477    Asked by NehaTambe in Data Science , Asked on Dec 26, 2019
Answered by Neha Tambe

Before classification of text data, a text needs to be cleaned by following preprocessing steps

Lowercasing

Lowercasing is one of the simplest and most effective form of text preprocessing. It is applicable to most text mining and NLP problems and can help in cases where the dataset is not very large and significantly helps with consistency of expected output. The output is represented below


Stemming

Stemming is basically a crude method for cataloging related words. In other words, it essentially chops off letters from the end until the stem is reached.

This works fairly well in English language in most cases but has exceptions where a more sophisticated process is required.

The two most commonly used stemmers in nltk library are

a) Porter Stemmer

b) Snowball Stemmer

From both the stemmers, Snowball stemmer is developed afterwards by the same developer who developed Porter Stemmer which is relatively faster both in logic and speed compared to Porter Stemmer.
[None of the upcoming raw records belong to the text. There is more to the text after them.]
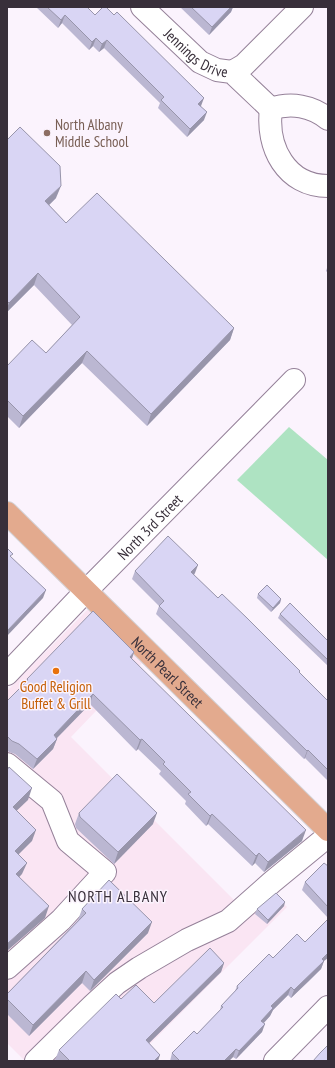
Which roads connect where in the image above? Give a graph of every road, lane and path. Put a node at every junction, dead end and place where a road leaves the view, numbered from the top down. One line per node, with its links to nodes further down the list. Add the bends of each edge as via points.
1 (142, 7): 3 (street, Jennings Drive, via 200,62 217,70)
2 (302, 7): 3 (street, via 251,59)
3 (232, 72): 4 (street, Jennings Drive)
4 (271, 109): 5 (street, via 294,105 313,110); 6 (street, via 271,136 281,162 295,176 308,183)
5 (328, 119)
6 (328, 186)
7 (294, 380): 9 (street, North 3rd Street)
8 (7, 513): 9 (main road, North Pearl Street)
9 (86, 591): 10 (street, North 3rd Street); 12 (main road, North Pearl Street)
10 (7, 674)
11 (7, 764): 14 (street, via 52,801 68,841 106,872 61,920)
12 (328, 830)
13 (328, 836): 16 (street, via 228,921 187,940 117,983)
14 (7, 968)
15 (328, 1007): 17 (street)
16 (36, 1061)
17 (275, 1061)

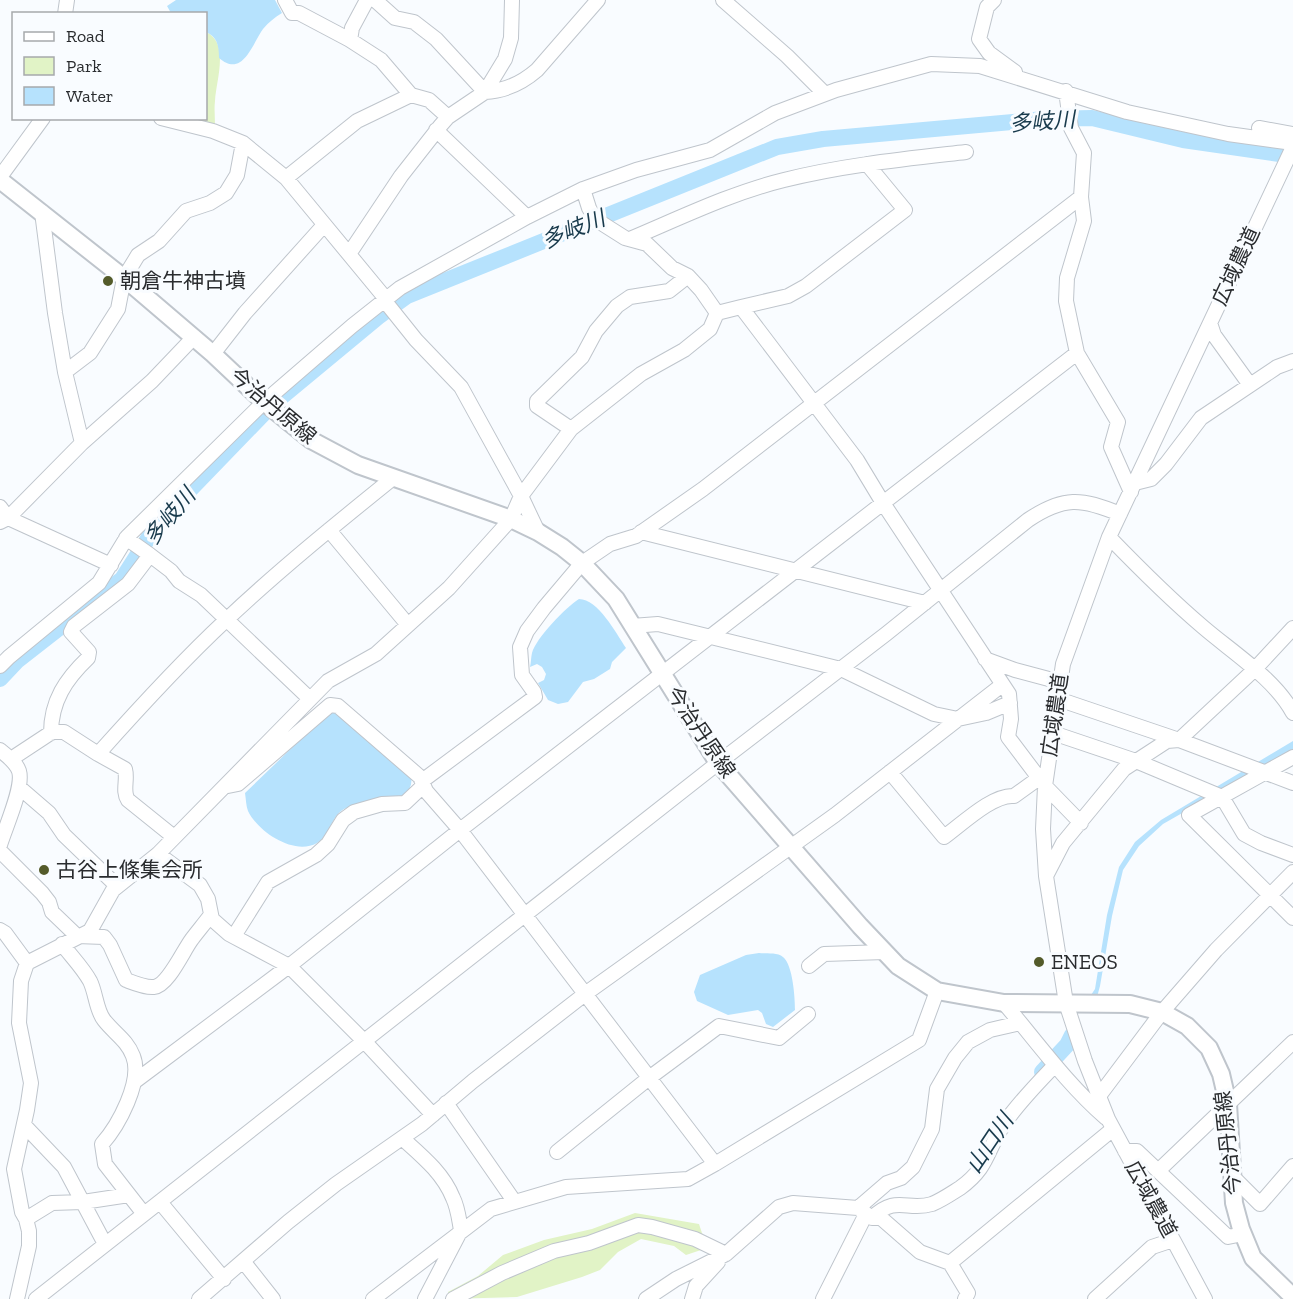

The below flowchart describes how stemming works


Lemmatization

In contrast to stemming, lemmatization looks beyond word reduction, and considers a language’s full vocabulary to apply a morphological analysis to words.

For instance, the lemma of ‘was’ is ‘to be’ and the lemma of ‘mice’ is ‘mouse’. But for words like ‘meeting’ the lemma could be either ‘meet’ or ‘meeting’ as both are logical so in this case it will depend on its use in a sentence.

It looks at surrounding text to determine a given word’s part of speech, it does not categorize phrases.

The below flowchart represents how lemmatization works


Stopwords

Stop words are a set of commonly used words in a language. Examples of stop words in English are “a”, “the”, “is”, “are” and etc. The intuition behind using stop words is that, by removing low information words from text, we can focus on the important words instead.

Stopword removal, while effective in search and topic extraction systems, showed to be non-critical in classification systems. However, it does help reduce the number of features in consideration which helps keep the models decently sized.

Normalization

A highly overlooked preprocessing step is text normalization. Text normalization is the process of transforming a text into a canonical (standard) form. For example, the word “good” and “good” can be transformed into “good”, its canonical form. Another example is mapping of near identical words such as “stopwords”, “stop-words” and “stop words” to just “stopwords”.

Text normalization is important for noisy texts such as social media comments, text messages and comments to blog posts where abbreviations, misspellings and use of out-of-vocabulary words (oov) are prevalent.